Hello there. It occured to me earlier that the last thatandywhiteblog was a bit serious, a bit worthy, a bit well, dull. So to redress the balance I thought I’d just stick a couple of things I find funny on the page today. I mean, it is Friday after all so let’s all let our hair down and relax a bit eh?
First, here’s an old VW ad that always makes me chuckle. It got banned apparently,which is a shame but, thanks to youtube, this stuff is always lurking somewhere on the net.
Good that, isn’t it?
And now, something for all you men planning a big Friday night out.
Got that? Good, now get out there and have a good time.
And remember, be adventurous.
Hello there. Sorry it’s all been a bit quiet on the blog front of late but I do have an excuse. It’s this whole new website thing. You see, while the new site was being built, tested, put online and all that technical stuff, I wasn’t allowed to touch it. There is, of course, a good reason for this. I’m crap. It’s true, I am to technology what Stephen Hawking is to Strictly Come Dancing. So every time I went near the site, it crashed, putting work back by days and making those wonderful people at mediaburst who built it for me, hate me a little more with each passing hour. So, very sorry indeed people, especially Gary and Martin, and thanks for all the work.
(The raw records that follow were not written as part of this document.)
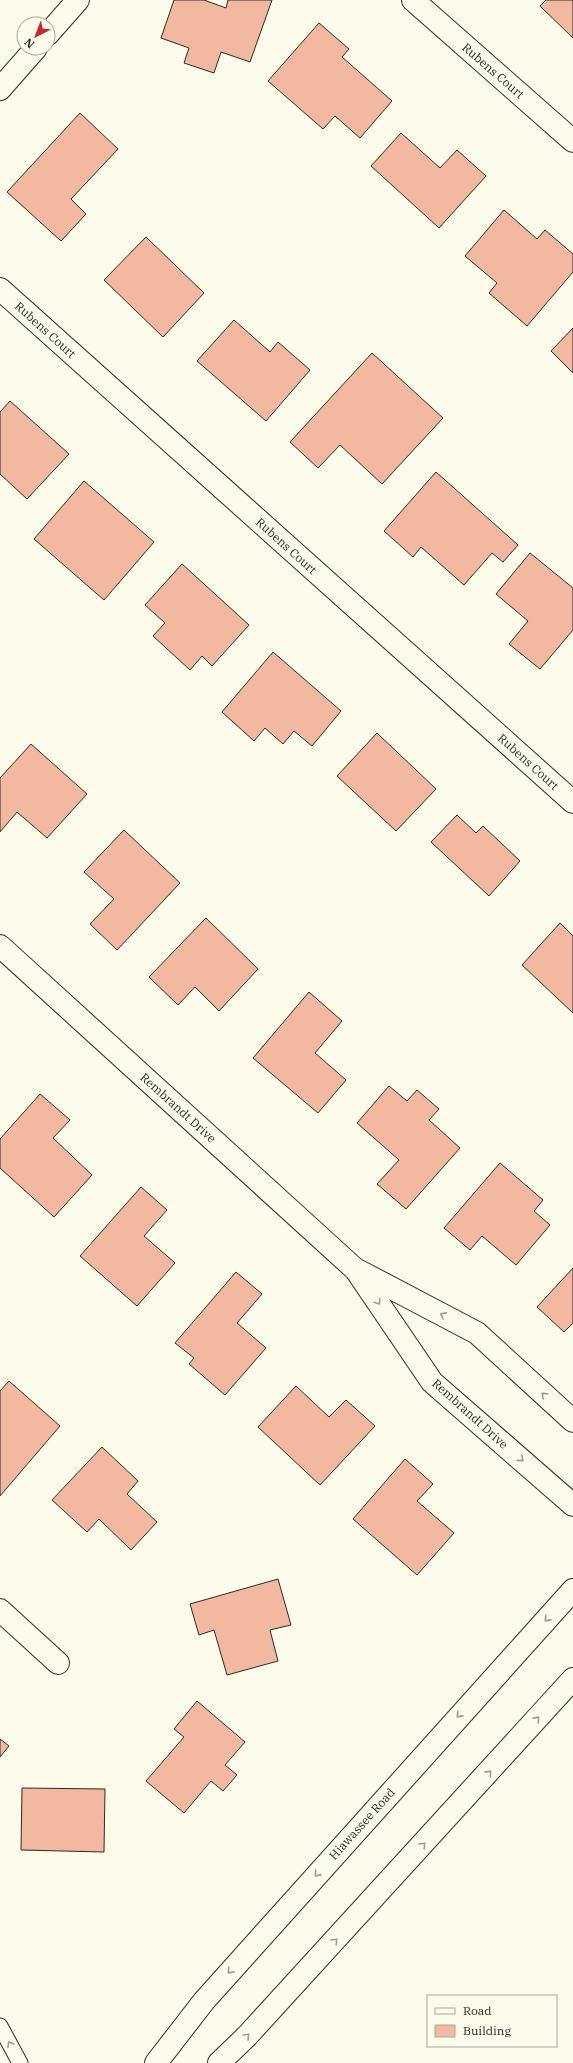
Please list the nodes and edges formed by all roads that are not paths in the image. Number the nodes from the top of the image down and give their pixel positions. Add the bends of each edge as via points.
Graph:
1 (78, 0) edge
2 (413, 0) edge
3 (56, 25) edge
4 (29, 56) edge
5 (0, 89) edge
6 (573, 141) edge
7 (0, 289) edge
8 (573, 802) edge
9 (0, 946) edge
10 (356, 1270) junction
11 (573, 1421) edge
12 (573, 1505) edge
13 (573, 1590) edge
14 (0, 1610) edge
15 (58, 1663) dead end
16 (573, 1679) edge
17 (0, 2026) edge
18 (20, 2063) edge
19 (156, 2063) edge
20 (219, 2063) edge

1 - 3 street
2 - 6 street, Rubens Court
4 - 5 street
7 - 8 street, Rubens Court
9 - 10 street, Rembrandt Drive
11 -> 10 street, Rembrandt Drive via 477,1333
10 -> 12 street, Rembrandt Drive via 432,1382
13 -> 19 street, Hiawassee Road via 204,2001
14 - 15 street
20 -> 16 street
18 -> 17 lane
Anyway, back in the world of advertising it’s been a funny old week. I’d been doing some work for someone else’s brand new website and I’d got all excited about it. I loved the stuff I’d come up with for it, thought it was bang on target for the audience, it was cheeky, modern and all round top stuff. However, there was one big problem. It wasn’t really SEO copy. You know SEO copy? Of course you do. It’s copy that’s written specifically for Search Engine Optimisation. You fill the text with key words and phrases that the “spiders” who live inside Search Engines love. Those spiders scuttle around the web finding juicy key words and saving them up for when someone types “Katy Perry’s bum” or somesuch into Google, then direct them to the site that says “Katy Perry’s bum” more often than any other site. Or something.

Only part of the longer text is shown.